Lawler le pasó el plato. Tharp cogió una loncha con el tenedor, la estudió como si nunca antes la hubiera visto, y finalmente mordió un bocado a modo de prueba. Lo desplazó con la lengua por toda la boca, lo tragó y meditó. Luego tomó otro bocado.

—¡Eh! —comentó—. Es bastante bueno. No, no está nada mal.

—Gilipollas —repitió Kinverson. Estaba sonriendo.

Cuando acabó la cena subieron a cubierta para cumplir su turno de vigilancia. Henders, Golghoz y Delagard, que estaban encaramados en la arboladura, descendieron, y Martello, Pilya Braun y Kinverson ocuparon sus puestos.

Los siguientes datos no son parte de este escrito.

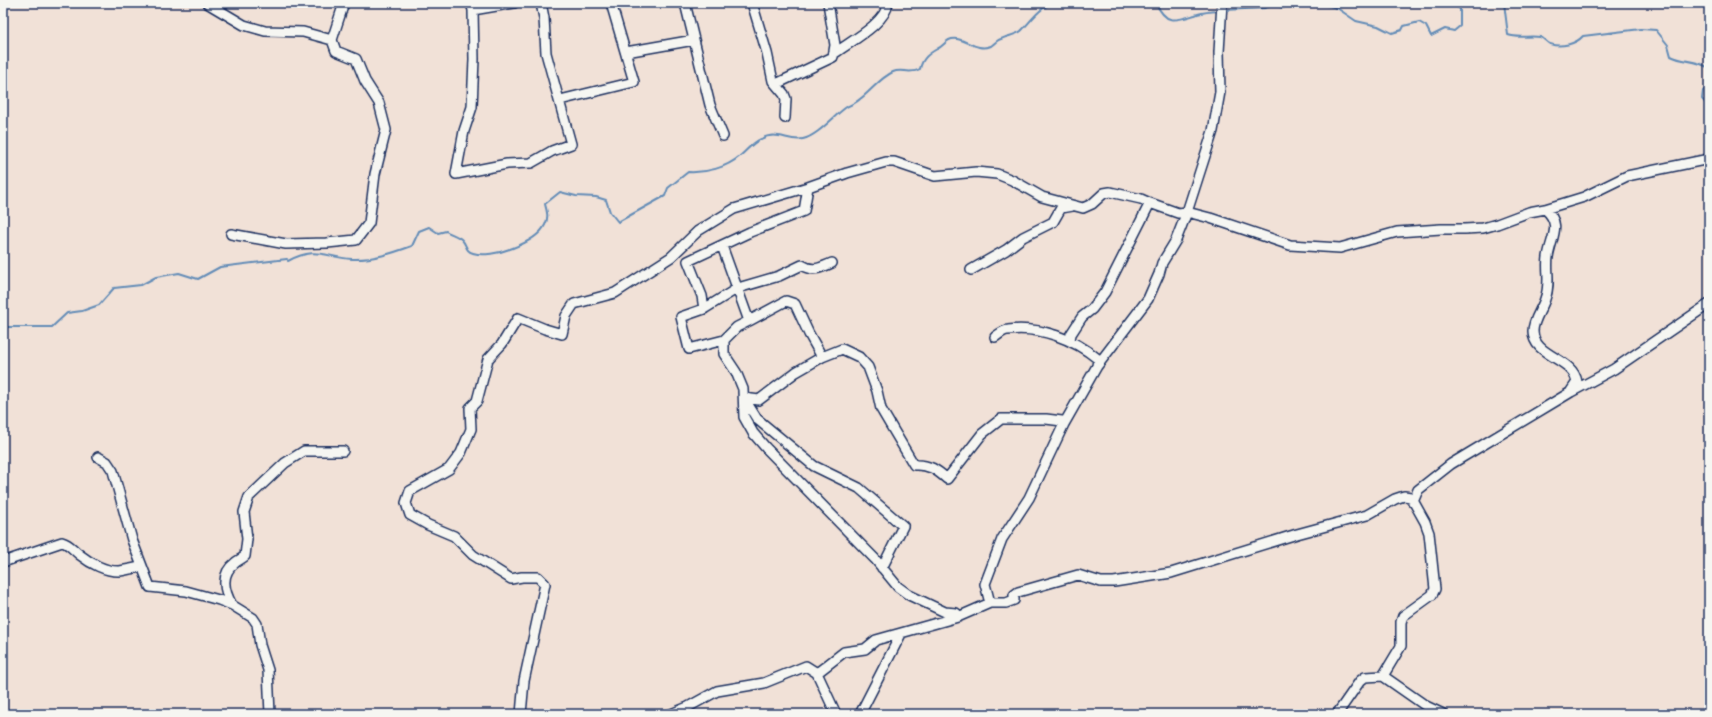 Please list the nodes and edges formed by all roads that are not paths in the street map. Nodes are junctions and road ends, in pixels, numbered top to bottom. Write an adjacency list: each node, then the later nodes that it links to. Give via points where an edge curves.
1 (207, 3): 12 (street, via 244,25 265,31 303,32)
2 (344, 3): 12 (street)
3 (514, 3): 11 (street)
4 (541, 3): 17 (street, via 546,53)
5 (611, 3): 14 (street)
6 (685, 3): 13 (street)
7 (752, 3): 16 (street, via 771,75)
8 (828, 3): 15 (street)
9 (888, 3): 15 (street, via 882,19)
10 (1222, 3): 25 (street, via 1220,92 1213,131)
11 (472, 7): 17 (street, via 472,107 464,131 456,174 507,164 531,163 571,144)
12 (332, 40): 26 (street, via 336,51 356,59 365,81 379,103 386,130 375,174 369,223 356,240 327,243 286,244)
13 (694, 40): 14 (street); 19 (street, via 710,105)
14 (626, 52): 17 (street, via 634,82)
15 (835, 53): 16 (street, via 833,57)
16 (776, 84): 18 (street, via 786,99)
17 (560, 100)
18 (785, 118)
19 (723, 136)
20 (1709, 159): 24 (street, via 1627,176 1584,197)
21 (808, 187): 23 (street, via 847,173 894,162 935,176 976,172 997,174 1042,197); 27 (street, via 804,211); 55 (street, via 734,209 698,231 671,257 615,293 574,304 566,316 562,334 518,318 502,344 488,359 477,401 470,408 471,429 462,453 449,469 410,491 406,503 410,514 454,536 473,555 511,579 538,577 544,584 524,681)
22 (1150, 203): 23 (street, via 1110,192 1104,193 1083,208); 25 (street, via 1178,213); 36 (street, via 1105,292 1092,310 1082,318)
23 (1075, 205): 29 (street, via 1061,208 1053,222 1023,237)
24 (1545, 209): 25 (street, via 1483,228 1397,232 1340,248 1290,245); 39 (street, via 1553,218 1554,235 1548,258 1549,284 1533,331 1540,347 1563,361 1577,377 1578,382)
25 (1187, 212): 38 (street, via 1148,299)
26 (231, 234)
27 (722, 246): 30 (street); 32 (street, via 688,261)
28 (832, 263): 30 (street, via 814,270 802,265 779,276)
29 (971, 270)
30 (738, 288): 32 (street); 33 (street)
31 (1709, 304): 39 (street, via 1614,369)
32 (704, 308): 35 (street, via 681,317 689,349)
33 (749, 321): 35 (street, via 737,327); 37 (street, via 786,301 795,304)
34 (995, 337): 36 (street, via 1007,330 1030,330)
35 (724, 340): 40 (street, via 724,354 736,372)
36 (1070, 340): 38 (street, via 1098,359)
37 (822, 357): 40 (street, via 796,372 759,400); 41 (street, via 842,349 859,357 868,368 881,409 914,465 924,464 932,467 947,479 982,434 1001,418 1046,419 1062,421)
38 (1097, 366): 41 (street)
39 (1571, 392): 44 (street, via 1451,464 1418,490)
40 (744, 398): 47 (street, via 744,417 753,433); 47 (street, via 757,419 814,466 859,488 903,526)
41 (1064, 424): 48 (street, via 1029,498 1002,539 985,584)
42 (342, 450): 49 (street, via 304,451 285,463 249,497 244,512 247,539 245,556 233,563 224,583)
43 (98, 457): 46 (street, via 107,462 113,471)
44 (1413, 502): 48 (street, via 1411,497 1404,496 1367,515 1171,573 1114,582 1101,582 1078,575 1018,592 1014,594 1014,600 1006,603); 53 (street, via 1426,522 1429,533 1435,589 1432,595 1403,616 1401,646)
45 (3, 562): 46 (street, via 62,542 67,543 86,559 107,569 120,571)
46 (142, 567): 49 (street, via 150,587 186,591)
47 (882, 568): 50 (street, via 893,582 909,594)
48 (990, 603): 50 (street)
49 (232, 605): 54 (street, via 253,618 257,624 268,670)
50 (959, 616): 51 (street)
51 (900, 634): 52 (street, via 876,640 865,649 844,652); 58 (street)
52 (817, 673): 56 (street, via 806,666 764,683 717,691); 57 (street)
53 (1383, 676): 59 (street, via 1365,677 1360,681); 60 (street, via 1426,706)
54 (270, 714)
55 (521, 714)
56 (671, 714)
57 (836, 714)
58 (860, 714)
59 (1337, 714)
60 (1443, 714) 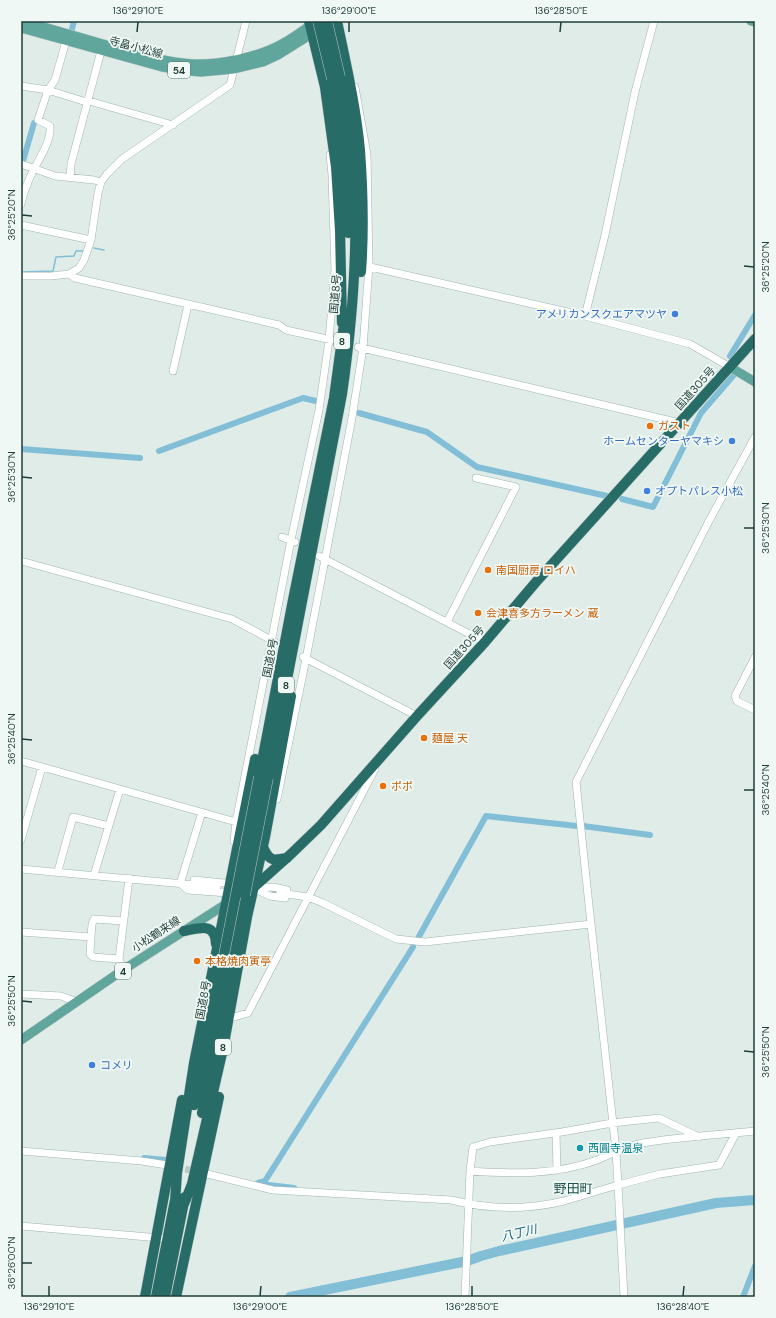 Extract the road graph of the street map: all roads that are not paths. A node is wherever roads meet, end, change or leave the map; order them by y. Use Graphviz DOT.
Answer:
graph roads {
  1 [pos="23,21"];
  2 [pos="246,21"];
  3 [pos="327,21"];
  4 [pos="331,21"];
  5 [pos="337,21"];
  6 [pos="654,21"];
  7 [pos="751,21"];
  8 [pos="755,22"];
  9 [pos="313,24"];
  10 [pos="21,28"];
  11 [pos="66,41"];
  12 [pos="342,47"];
  13 [pos="101,51"];
  14 [pos="236,60"];
  15 [pos="234,69"];
  16 [pos="336,78"];
  17 [pos="21,86"];
  18 [pos="325,87"];
  19 [pos="48,90"];
  20 [pos="89,101"];
  21 [pos="173,126"];
  22 [pos="21,164"];
  23 [pos="35,170"];
  24 [pos="70,178"];
  25 [pos="101,182"];
  26 [pos="21,204"];
  27 [pos="21,225"];
  28 [pos="91,240"];
  29 [pos="367,266"];
  30 [pos="69,274"];
  31 [pos="21,276"];
  32 [pos="188,305"];
  33 [pos="585,316"];
  34 [pos="350,339"];
  35 [pos="755,339"];
  36 [pos="334,342"];
  37 [pos="361,347"];
  38 [pos="730,367"];
  39 [pos="173,372"];
  40 [pos="755,382"];
  41 [pos="680,423"];
  42 [pos="755,437"];
  43 [pos="476,478"];
  44 [pos="282,537"];
  45 [pos="293,541"];
  46 [pos="322,558"];
  47 [pos="21,561"];
  48 [pos="304,591"];
  49 [pos="293,600"];
  50 [pos="447,622"];
  51 [pos="274,642"];
  52 [pos="486,642"];
  53 [pos="755,657"];
  54 [pos="304,658"];
  55 [pos="755,710"];
  56 [pos="417,716"];
  57 [pos="21,761"];
  58 [pos="378,761"];
  59 [pos="42,767"];
  60 [pos="263,778"];
  61 [pos="120,789"];
  62 [pos="202,812"];
  63 [pos="236,822"];
  64 [pos="268,823"];
  65 [pos="109,826"];
  66 [pos="21,840"];
  67 [pos="263,847"];
  68 [pos="287,858"];
  69 [pos="234,864"];
  70 [pos="21,868"];
  71 [pos="58,871"];
  72 [pos="94,875"];
  73 [pos="129,878"];
  74 [pos="230,883"];
  75 [pos="180,884"];
  76 [pos="217,887"];
  77 [pos="253,888"];
  78 [pos="228,893"];
  79 [pos="280,893"];
  80 [pos="308,897"];
  81 [pos="226,904"];
  82 [pos="247,918"];
  83 [pos="123,921"];
  84 [pos="590,924"];
  85 [pos="184,931"];
  86 [pos="21,932"];
  87 [pos="91,937"];
  88 [pos="216,953"];
  89 [pos="119,959"];
  90 [pos="123,970"];
  91 [pos="21,994"];
  92 [pos="77,1002"];
  93 [pos="234,1017"];
  94 [pos="21,1040"];
  95 [pos="612,1123"];
  96 [pos="755,1131"];
  97 [pos="556,1133"];
  98 [pos="736,1133"];
  99 [pos="700,1137"];
  100 [pos="616,1151"];
  101 [pos="21,1152"];
  102 [pos="172,1166"];
  103 [pos="557,1170"];
  104 [pos="470,1171"];
  105 [pos="203,1173"];
  106 [pos="618,1185"];
  107 [pos="179,1203"];
  108 [pos="469,1204"];
  109 [pos="21,1226"];
  110 [pos="158,1238"];
  111 [pos="146,1292"];
  112 [pos="177,1292"];
  113 [pos="161,1293"];
  114 [pos="465,1297"];
  115 [pos="624,1297"];
  1 -- 14 [label="main road, 寺畠小松線 / 54"];
  2 -- 14 [label="street"];
  3 -- 16 [label="highway, 国道8号 / 8, bridge"];
  4 -- 9 [label="main road, 寺畠小松線 / 54"];
  5 -- 12 [label="highway, 8"];
  6 -- 33 [label="street"];
  7 -- 8 [label="main road"];
  9 -- 14 [label="main road, 寺畠小松線 / 54"];
  9 -- 15 [label="main road, 寺畠小松線 / 54"];
  9 -- 16 [label="highway, 国道8号 / 8, bridge"];
  9 -- 18 [label="highway, 8"];
  10 -- 11 [label="main road, 寺畠小松線 / 54"];
  11 -- 13 [label="main road, 寺畠小松線 / 54"];
  11 -- 19 [label="street"];
  12 -- 29 [label="street"];
  12 -- 34 [label="highway, 8"];
  13 -- 15 [label="main road, 寺畠小松線 / 54"];
  13 -- 20 [label="street"];
  14 -- 15 [label="street"];
  15 -- 21 [label="street"];
  16 -- 34 [label="highway, 国道8号 / 8"];
  16 -- 36 [label="highway, 国道8号 / 8"];
  17 -- 19 [label="street"];
  18 -- 36 [label="highway, 8"];
  18 -- 36 [label="street"];
  19 -- 20 [label="street"];
  19 -- 23 [label="street"];
  20 -- 21 [label="street"];
  20 -- 24 [label="street"];
  21 -- 25 [label="street"];
  22 -- 23 [label="street"];
  23 -- 24 [label="street"];
  23 -- 26 [label="street"];
  24 -- 25 [label="street"];
  25 -- 28 [label="street"];
  27 -- 28 [label="street"];
  28 -- 30 [label="street"];
  29 -- 33 [label="street"];
  29 -- 37 [label="street"];
  30 -- 31 [label="street"];
  30 -- 32 [label="street"];
  32 -- 36 [label="street"];
  32 -- 39 [label="street"];
  33 -- 38 [label="street"];
  34 -- 48 [label="highway, 国道8号 / 8"];
  35 -- 38 [label="highway, 国道305号"];
  36 -- 45 [label="street"];
  36 -- 49 [label="highway, 国道8号 / 8"];
  37 -- 41 [label="street"];
  37 -- 46 [label="street"];
  38 -- 40 [label="main road"];
  38 -- 41 [label="highway, 国道305号"];
  41 -- 52 [label="highway, 国道305号"];
  42 -- 84 [label="street"];
  43 -- 50 [label="street"];
  44 -- 45 [label="street"];
  45 -- 51 [label="street"];
  46 -- 50 [label="street"];
  46 -- 54 [label="street"];
  47 -- 51 [label="street"];
  48 -- 60 [label="highway, 国道8号 / 8"];
  48 -- 64 [label="highway, 8"];
  49 -- 60 [label="highway, 国道8号 / 8"];
  49 -- 69 [label="highway, 8"];
  50 -- 52 [label="street"];
  51 -- 63 [label="street"];
  52 -- 56 [label="highway, 国道305号"];
  53 -- 55 [label="street"];
  54 -- 56 [label="street"];
  54 -- 64 [label="street"];
  56 -- 58 [label="highway, 国道305号"];
  57 -- 59 [label="street"];
  58 -- 68 [label="highway, 国道305号"];
  58 -- 80 [label="street"];
  59 -- 61 [label="street"];
  59 -- 66 [label="street"];
  60 -- 107 [label="highway, 国道8号 / 8, bridge"];
  61 -- 62 [label="street"];
  61 -- 65 [label="street"];
  62 -- 63 [label="street"];
  62 -- 75 [label="street"];
  63 -- 69 [label="street"];
  64 -- 67 [label="highway, 8"];
  65 -- 71 [label="street"];
  65 -- 72 [label="street"];
  67 -- 68 [label="highway"];
  67 -- 77 [label="highway, 8"];
  68 -- 77 [label="highway, 国道305号"];
  69 -- 74 [label="highway, 8"];
  70 -- 71 [label="street"];
  71 -- 72 [label="street"];
  72 -- 73 [label="street"];
  73 -- 75 [label="street"];
  73 -- 83 [label="street"];
  74 -- 75 [label="street"];
  74 -- 77 [label="street"];
  74 -- 78 [label="highway, 8"];
  75 -- 76 [label="street"];
  75 -- 78 [label="street"];
  77 -- 78 [label="street"];
  77 -- 80 [label="street"];
  77 -- 81 [label="highway, 国道305号"];
  77 -- 82 [label="highway, 8"];
  78 -- 81 [label="highway, 8"];
  79 -- 80 [label="street"];
  80 -- 84 [label="street"];
  80 -- 93 [label="street"];
  81 -- 85 [label="main road, 小松鶴来線 / 4"];
  81 -- 88 [label="highway, 8"];
  82 -- 93 [label="highway"];
  82 -- 107 [label="highway, 8"];
  83 -- 87 [label="street"];
  83 -- 89 [label="street"];
  84 -- 95 [label="street"];
  85 -- 88 [label="highway"];
  85 -- 90 [label="main road, 小松鶴来線 / 4"];
  86 -- 87 [label="street"];
  87 -- 89 [label="street"];
  88 -- 102 [label="highway"];
  88 -- 107 [label="highway, 8"];
  89 -- 90 [label="street"];
  90 -- 92 [label="main road, 小松鶴来線 / 4"];
  91 -- 92 [label="street"];
  92 -- 94 [label="main road, 小松鶴来線 / 4"];
  93 -- 105 [label="highway"];
  95 -- 97 [label="street"];
  95 -- 99 [label="street"];
  95 -- 100 [label="street"];
  96 -- 98 [label="street"];
  97 -- 103 [label="street"];
  97 -- 104 [label="street"];
  98 -- 99 [label="street"];
  98 -- 106 [label="street"];
  99 -- 100 [label="street"];
  100 -- 103 [label="street"];
  100 -- 106 [label="street"];
  101 -- 102 [label="street"];
  102 -- 110 [label="highway"];
  103 -- 104 [label="street"];
  104 -- 108 [label="street"];
  105 -- 108 [label="street"];
  105 -- 112 [label="highway"];
  106 -- 108 [label="street"];
  106 -- 115 [label="street"];
  107 -- 113 [label="highway, 国道8号 / 8"];
  108 -- 114 [label="street"];
  109 -- 110 [label="street"];
  110 -- 111 [label="highway"];
}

El brillante destello de la Cruz dividía el cielo en cuartos. El mar estaba tan quieto que podía vérselo reflejado como una línea tensa de frío fuego blanco que cruzaba las aguas y se extendía hasta las misteriosas distancias, en las que se borroneaba y desaparecía. Lawler se detuvo junto a la barandilla y miró hacia popa, a las parpadeantes luces débiles que indicaban la presencia de los barcos que se desplazaban detrás de ellos. Allí estaba ahora Sorve, flotando en el agua; la totalidad de la población de la isla amontonada en aquellos barcos: los Thalheim, los Tanamind, los Katzin, los Yáñez, los Sweyner, los Sawtelle y todo el resto de nombres que le eran familiares, los viejos y conocidos.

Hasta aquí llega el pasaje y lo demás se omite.